Here's the thing: the late, great Spy Magazine called it 24 years ago in 1989 (see p. 92 below for a walk down memory lane). That's half my life ago, and I was tired of it then.
A little irony is a good thing (thrift-store spaceman Santa statue, anyone?) but it's like putting Liquid Smoke in a pot of vegetarian chili. A capful is just right, but more than that and it spoils the whole thing.*
It has to be at least partly a function of the fact that our technology bombards us with so much, so often, and erases the notion of things taking time to acquire genuine historical authenticity, that perhaps people are just surrounded with too much stuff to be able to quiet their own minds and think about who they are and what they want to say/do/express. Or as Blaise Pascal said much more succinctly:
All human evil comes from a single cause, man's inability to sit still in a room.
Read more at http://www.brainyquote.com/quotes/authors/b/blaise_pascal.html#BG8HsK4rRoLJMR1V.99
Problem: when hipsters or whomever passes for this generation of the anointed cool co-opt faux awkwardness and geekiness, where can truth live? For many, it's too dangerous to risk exposing one's authentic self, especially those parts that are permanently unhip.
Which is why I have for many years tried to live and promote the tenet that what's really cool is to not care whether you're cool, but to figure out who you are and be that person. And there's plenty of room in that worldview for odd obsessions, viewpoints, etc., under the rubric of silliness and genuine appreciation.
In short, we are all weird, and that should be a good thing.

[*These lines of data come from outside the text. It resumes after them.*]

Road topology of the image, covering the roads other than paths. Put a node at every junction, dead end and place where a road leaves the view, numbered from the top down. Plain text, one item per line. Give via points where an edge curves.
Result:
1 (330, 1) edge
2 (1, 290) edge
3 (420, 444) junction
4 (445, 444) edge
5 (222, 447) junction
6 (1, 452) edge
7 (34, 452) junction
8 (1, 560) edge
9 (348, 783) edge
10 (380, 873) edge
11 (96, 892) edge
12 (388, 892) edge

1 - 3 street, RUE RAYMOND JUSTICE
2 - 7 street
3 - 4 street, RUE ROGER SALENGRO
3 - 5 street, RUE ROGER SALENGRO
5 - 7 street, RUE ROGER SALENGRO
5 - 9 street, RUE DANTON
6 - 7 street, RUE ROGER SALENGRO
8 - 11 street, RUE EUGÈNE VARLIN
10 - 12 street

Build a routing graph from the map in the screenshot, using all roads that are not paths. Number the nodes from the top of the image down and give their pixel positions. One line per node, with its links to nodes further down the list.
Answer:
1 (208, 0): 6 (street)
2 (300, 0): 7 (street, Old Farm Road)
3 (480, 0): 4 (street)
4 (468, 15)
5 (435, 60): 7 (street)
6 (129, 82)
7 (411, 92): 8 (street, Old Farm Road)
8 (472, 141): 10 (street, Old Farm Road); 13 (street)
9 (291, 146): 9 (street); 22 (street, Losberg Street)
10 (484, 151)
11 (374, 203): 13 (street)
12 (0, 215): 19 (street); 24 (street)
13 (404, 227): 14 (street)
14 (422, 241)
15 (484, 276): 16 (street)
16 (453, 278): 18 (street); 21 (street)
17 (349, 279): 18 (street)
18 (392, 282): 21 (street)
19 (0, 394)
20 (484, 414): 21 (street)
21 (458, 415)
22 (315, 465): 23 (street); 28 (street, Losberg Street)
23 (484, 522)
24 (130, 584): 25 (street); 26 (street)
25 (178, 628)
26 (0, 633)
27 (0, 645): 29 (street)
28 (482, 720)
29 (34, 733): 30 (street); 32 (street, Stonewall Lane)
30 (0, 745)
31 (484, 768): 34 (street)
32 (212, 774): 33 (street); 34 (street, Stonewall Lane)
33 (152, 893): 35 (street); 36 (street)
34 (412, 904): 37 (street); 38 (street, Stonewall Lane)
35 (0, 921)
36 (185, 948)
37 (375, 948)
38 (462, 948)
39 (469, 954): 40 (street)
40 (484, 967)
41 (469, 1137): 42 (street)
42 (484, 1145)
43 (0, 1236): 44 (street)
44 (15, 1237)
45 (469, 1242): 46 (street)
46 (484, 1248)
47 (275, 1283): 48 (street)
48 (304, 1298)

In that vein, I'm plugging a book I haven't yet read by the same title that sounds intriguing. We Are All Weird by Seth Godin.
Happy Black Friday, all!
UPDATE: And in case this seems like a new thing, Susan Sontag noted the conversion of the serious to the frivolous way back in 1964 in her outstanding Notes on "Camp."
Update #2: Sontag, in turn, cites Christopher Isherwood's description of "high camp" in his 1954 novel, The World in the Evening - "you're not making fun of it, you're making fun out of it." So as my grandpa Southard used to say, "SOSDD. Same old shit, different day."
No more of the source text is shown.